ROMA
Cisl, nel 2025 retribuzioni contrattuali +3,1%, salgono oltre inflazione
(ANSA) - ROMA, 10 APR - Nel 2025 le retribuzioni contrattuali
orarie sono cresciute del 3,1% con un differenziale positivo
rispetto all'inflazione (1,7% l'indice Ipca) di 1,4 punti. Per
il secondo anno consecutivo si realizza un parziale recupero
rispetto all'inflazione dopo gli anni post pandemia di crescita
dei prezzi superiore a quella dei salari. E' quanto emerge da un
Report della Cisl sui contratti secondo il quale a fine 2025 i
dipendenti in attesa di rinnovo del contratto erano 5,5 milioni
(il 42,2%), in lieve calo su settembre (5,6 milioni). I tempi di
attesa a dicembre per i lavoratori con contratto scaduto sono
scesi da 27,9 a 18,9 mesi.
Se si guarda alle retribuzioni contrattuali c'è ancora un
gap negativo rispetto al 2019 del 6,4% mentre per le
retribuzioni di fatto, calcolate con il monte retributivo diviso
il numero degli occupati dipendenti sempre al lordo di imposte e
contributi, il differenziale negativo rispetto al periodo
prepandemico è dell'1,7%. Questo scarto di quasi 5 punti
percentuali tra le due misure lorde è spiegato dalla
contrattazione di secondo livello, dagli straordinari, dalle
indennità e dai compensi accessori non rilevati dall'indice
Istat delle retribuzioni contrattuali. Se poi si guarda anche
agli interventi fiscali, precisa la Cisl. e si guarda alle
retribuzioni nette, Il gap rispetto al 2019 si riduce ancora a
circa l'1% (0,5% per i redditi mediani, 2,9% per quelli bassi).

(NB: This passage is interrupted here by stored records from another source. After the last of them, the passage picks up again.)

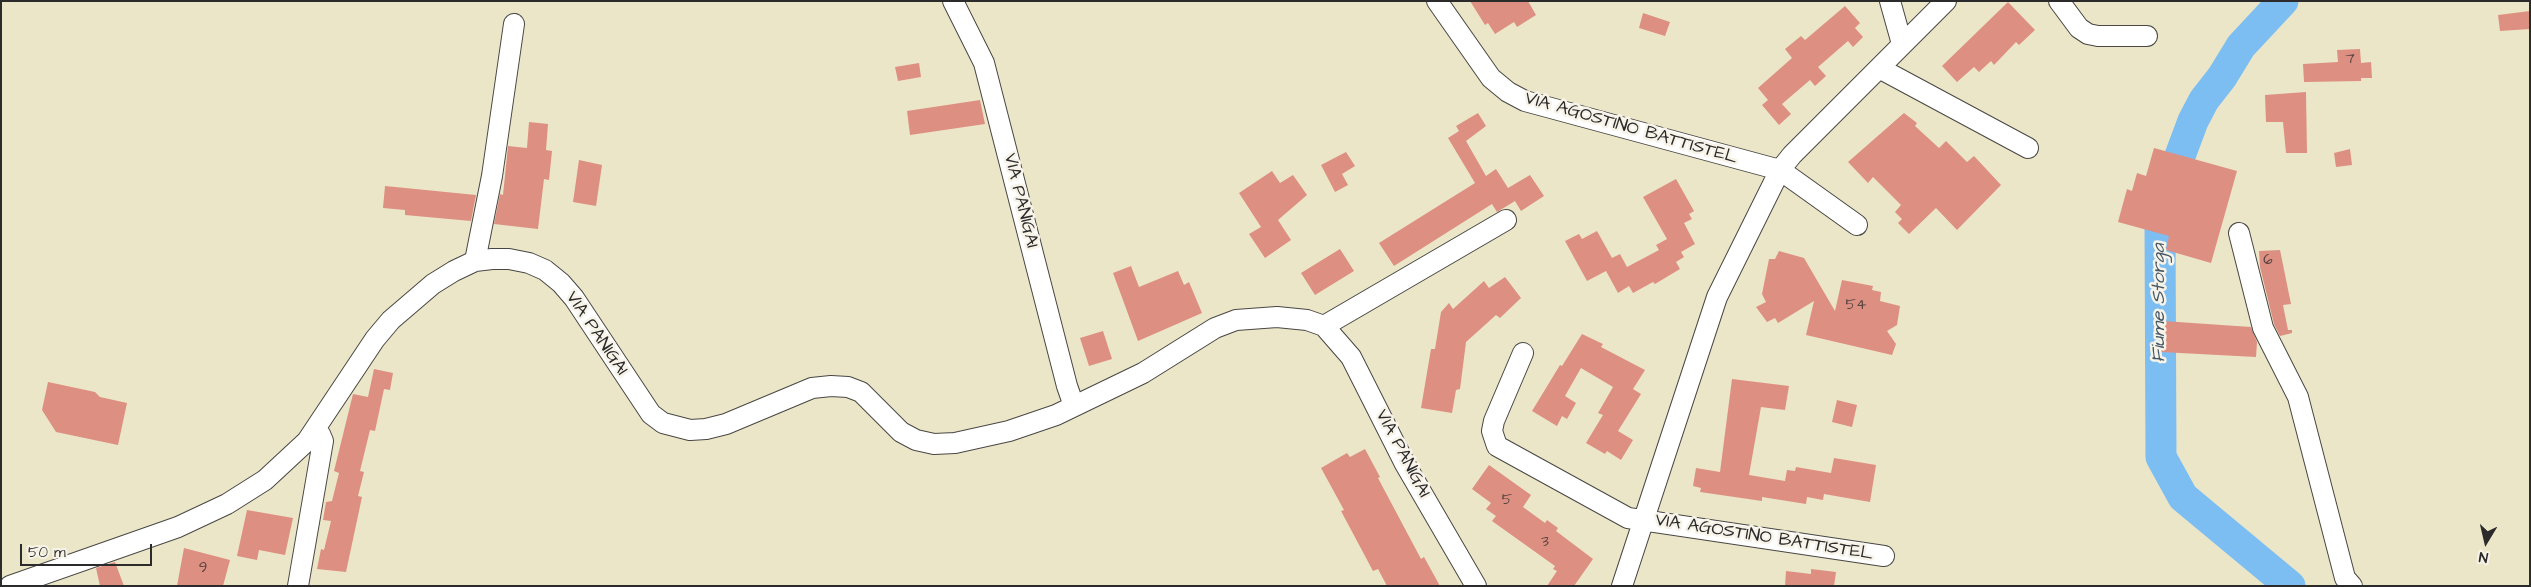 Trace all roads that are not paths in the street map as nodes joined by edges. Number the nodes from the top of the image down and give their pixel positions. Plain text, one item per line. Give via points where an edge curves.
1 (953, 1) edge
2 (1438, 1) edge
3 (1890, 1) edge
4 (1946, 1) edge
5 (2059, 1) edge
6 (514, 24) dead end
7 (2146, 36) dead end
8 (1902, 44) junction
9 (1880, 68) junction
10 (2028, 148) dead end
11 (1780, 170) junction
12 (1506, 220) dead end
13 (1857, 225) dead end
14 (2239, 233) dead end
15 (475, 261) junction
16 (1324, 326) junction
17 (1522, 352) dead end
18 (1074, 406) junction
19 (320, 434) dead end
20 (1644, 519) junction
21 (1884, 556) dead end
22 (10, 586) edge
23 (298, 586) edge
24 (1476, 586) edge
25 (1622, 586) edge
26 (2352, 586) edge

1 - 18 street, VIA PANIGAI via 984,63
2 - 11 street, VIA AGOSTINO BATTISTEL via 1491,78 1525,101
3 - 8 street
4 - 8 street, VIA AGOSTINO BATTISTEL
5 - 7 street via 2079,28 2088,34
6 - 15 street via 494,167
8 - 9 street, VIA AGOSTINO BATTISTEL
9 - 10 street
9 - 11 street, VIA AGOSTINO BATTISTEL
11 - 13 street, VIA AGOSTINO BATTISTEL
11 - 20 street, VIA AGOSTINO BATTISTEL via 1717,296
12 - 16 street
14 - 26 street via 2263,328 2298,397 2345,578
15 - 18 street, VIA PANIGAI via 509,259 545,270 574,298 651,414 663,424 677,428 706,429 726,424 812,388 831,386 861,392 900,432 934,444 955,443 1009,431
15 - 22 street, VIA PANIGAI via 434,284 390,320 369,346 307,441 265,480 227,504 178,527
16 - 18 street, VIA PANIGAI via 1307,320 1276,317 1236,320 1215,328 1143,373
16 - 24 street, VIA PANIGAI via 1350,357 1405,464
17 - 20 street, VIA AGOSTINO BATTISTEL via 1494,422 1492,431 1497,446 1628,518
19 - 23 street via 323,440
20 - 21 street, VIA AGOSTINO BATTISTEL
20 - 25 street, VIA AGOSTINO BATTISTEL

Per le retribuzioni contrattuali orarie sulla base delle
disposizioni definite dai contratti in vigore alla fine di
dicembre 2025, l'Istat proietta per il primo semestre 2026 una
crescita media delle retribuzioni contrattuali orarie del 2,4% e
dell'1,9% nella media dell'intero anno 2026. (ANSA).